Robert Halfon: You can do it whenever you want, but it is equivalent to four years-worth of learning, so if you have done a degree for three years, let’s say, then you’ll only have one year. I did a degree and I didn’t have to take out a loan—I was one of the lucky ones—but if I wanted to do some of this, I’d only be allowed a year.
Q370 Ian Mearns: If it is up to four years’ learning, will there be a maximum period over which that four years’ learning has to be done?
Robert Halfon: You can access a loan up to the age of 60, but you’ll be able to do this whenever you want. This is the beauty of it: you do your psychology—
Ian Mearns: Shucks. Too late for me, in that case.
Robert Halfon: Or let’s say you want to do construction: you do a bricklaying course now; in five years you might decide to do electricals, or whatever it might be. That’s the beauty of it.
Ian Mearns: I’ve got an ambition to be a hod carrier in a future life.
Robert Halfon: The other important thing is that you will be able to move from institution to institution, subject to the institution agreeing. That is the wonderful thing. So you might do a course at Harlow College; you might then go to Queen Mary University in London, or whatever it might be.
Q371 Ian Mearns: Have you been able to gauge or estimate how many people might have the appetite to take up a loan in the future?

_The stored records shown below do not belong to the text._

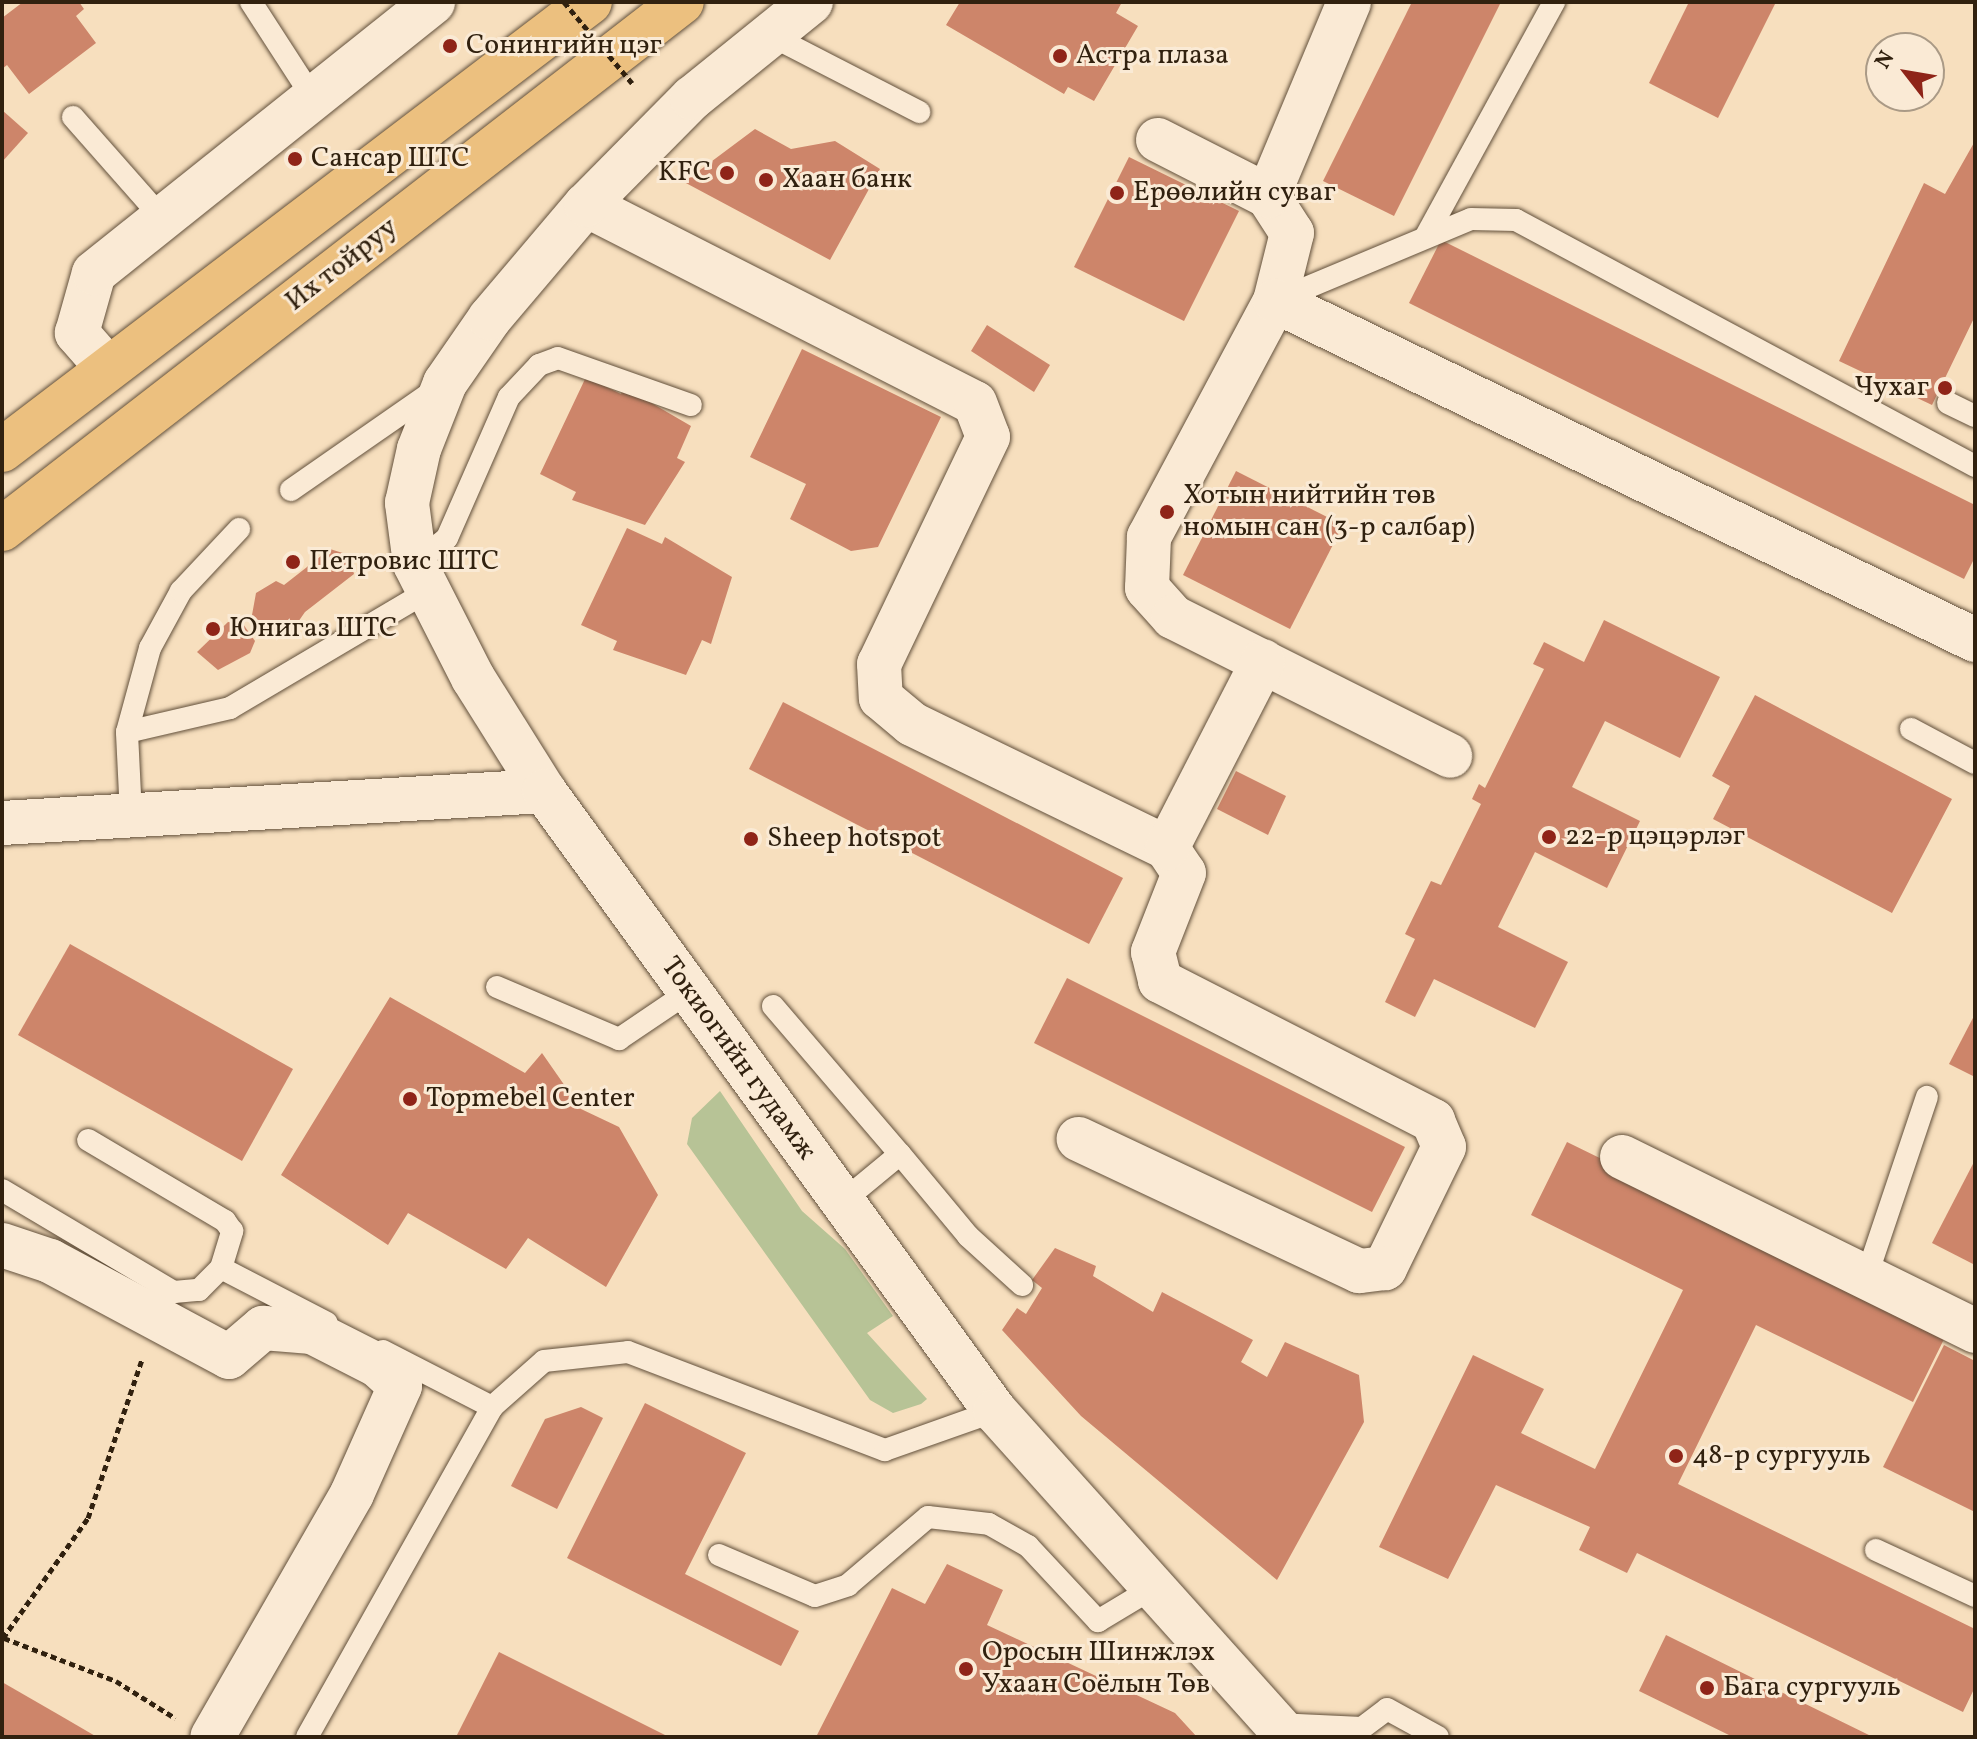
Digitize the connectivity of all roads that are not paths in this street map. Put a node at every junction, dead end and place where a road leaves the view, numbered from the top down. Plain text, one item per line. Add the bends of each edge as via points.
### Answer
1 (251, 2) edge
2 (433, 2) edge
3 (590, 2) edge
4 (682, 2) edge
5 (811, 2) edge
6 (1349, 2) edge
7 (1554, 2) edge
8 (770, 35) junction
9 (313, 98) junction
10 (919, 112) dead end
11 (73, 117) dead end
12 (1158, 140) dead end
13 (1268, 196) junction
14 (586, 205) junction
15 (162, 218) junction
16 (1426, 236) junction
17 (1275, 301) junction
18 (105, 365) junction
19 (445, 383) junction
20 (1948, 403) dead end
21 (691, 405) dead end
22 (1975, 416) edge
23 (2, 450) edge
24 (1975, 466) edge
25 (291, 490) dead end
26 (2, 529) edge
27 (239, 529) dead end
28 (420, 578) junction
29 (1975, 640) edge
30 (1263, 661) junction
31 (1911, 729) dead end
32 (127, 732) junction
33 (1450, 756) dead end
34 (1975, 763) edge
35 (544, 791) junction
36 (131, 815) junction
37 (2, 823) edge
38 (1167, 848) junction
39 (497, 987) dead end
40 (690, 991) junction
41 (773, 1006) dead end
42 (1927, 1097) dead end
43 (1078, 1139) dead end
44 (88, 1140) dead end
45 (900, 1154) junction
46 (1622, 1157) dead end
47 (2, 1190) edge
48 (842, 1202) junction
49 (2, 1245) edge
50 (221, 1268) junction
51 (1867, 1275) junction
52 (1022, 1285) dead end
53 (1975, 1331) edge
54 (492, 1407) junction
55 (995, 1411) junction
56 (1876, 1550) dead end
57 (719, 1555) dead end
58 (1153, 1588) junction
59 (1975, 1596) edge
60 (198, 1730) edge
61 (1281, 1730) edge
62 (307, 1737) edge
63 (1438, 1737) edge

1 - 9 lane
2 - 9 street
3 - 18 main road
4 - 26 main road, Их тойруу
5 - 8 street
6 - 13 street
7 - 16 lane
8 - 10 lane
8 - 14 street via 692,98
9 - 15 street
11 - 15 lane
12 - 13 street
13 - 17 street via 1292,233
14 - 19 street
14 - 38 street via 975,403 988,437 879,664 881,698 912,724
15 - 18 street via 94,273 77,333
16 - 17 lane
16 - 24 lane via 1471,219 1516,220
17 - 29 street via 1923,621
17 - 30 street via 1144,554 1147,588 1158,604
18 - 23 main road
19 - 25 lane
19 - 28 street via 407,503
20 - 22 lane
21 - 28 lane via 558,358 539,365 509,397 447,538
27 - 32 lane via 181,591 150,648
28 - 32 lane via 230,708
28 - 35 street, Токиогийн гудамж
30 - 33 street
30 - 38 street
31 - 34 lane
32 - 36 lane
35 - 36 street
35 - 40 street, Токиогийн гудамж
36 - 37 street
38 - 43 street via 1184,873 1153,952 1160,981 1433,1121 1444,1147 1385,1268 1359,1271
39 - 40 lane via 619,1039
40 - 48 street, Токиогийн гудамж
41 - 45 lane
42 - 51 lane
44 - 50 lane via 225,1221 232,1231
45 - 48 lane
45 - 52 lane via 968,1236
46 - 51 street
47 - 50 lane via 174,1292 199,1290
48 - 55 street, Токиогийн гудамж
49 - 60 street via 50,1261 229,1357 263,1328 312,1332 377,1365 400,1386 352,1494
50 - 54 lane
51 - 53 street
54 - 55 lane via 544,1361 601,1351 628,1352 885,1450
54 - 62 lane
55 - 58 street, Токиогийн гудамж
56 - 59 lane
57 - 58 lane via 815,1596 848,1585 928,1517 989,1524 1028,1546 1098,1621
58 - 61 street, Токиогийн гудамж
61 - 63 lane via 1362,1728 1387,1709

Have you done market research on it?
Robert Halfon: It’s hard to know, because people’s behaviour is going to completely change, because the Bill—the Public Bill Committee is next week—basically changes an academic year into a course year. What that means is that instead of having four starting points, you have 12 starting points, at the beginning of each month. I think in the beginning there will be a few thousand and that it will grow, but it is very hard to predict the numbers at this point, because we don’t know how behaviour will change.
Q372 Ian Mearns: On Friday, I was with a local provider who are in my constituency but provide services beyond my constituency. They provide services such as careers advice and guidance for adults and some young people in the education system, but also support for businesses. One of the problems they outlined to me was that some of the strands of work they are currently doing are funded by the European social fund, but that time-expires at the end of this year, yet the shared prosperity fund, which is meant to replace some elements of that, will probably not kick in till three months after that. So there is a continuity problem, but they also think there is a funding-gap problem in terms of what is available to them now, what they are currently spending and what might be available even after that gap of three months.
Robert Halfon: If you write to me, I would be very happy to get BIS involvement in this or whatever—
Chair: Or whatever it’s called this week.
Robert Halfon: I didn’t say that—I should remember the name, which I’ve forgotten, but it’s the new business Department led by Kemi Badenoch. If you write to me, Ian, I will make sure we get a response on that.
Chair: That would be helpful; it is an important issue.
Thank you, Minister, for your evidence. I also want to say thank you for republishing the response to the LLE consultation ahead of Committee stage of the Bill—which I asked you if you could do in the Chamber and which I am very grateful that you have been able to do.
Robert Halfon: I would not dare defy the Chair of the Education Committee, especially as you made such a big thing of it in the Commons and demanded it, which got the message out there.
Chair: I am very grateful, and I am grateful for your evidence today.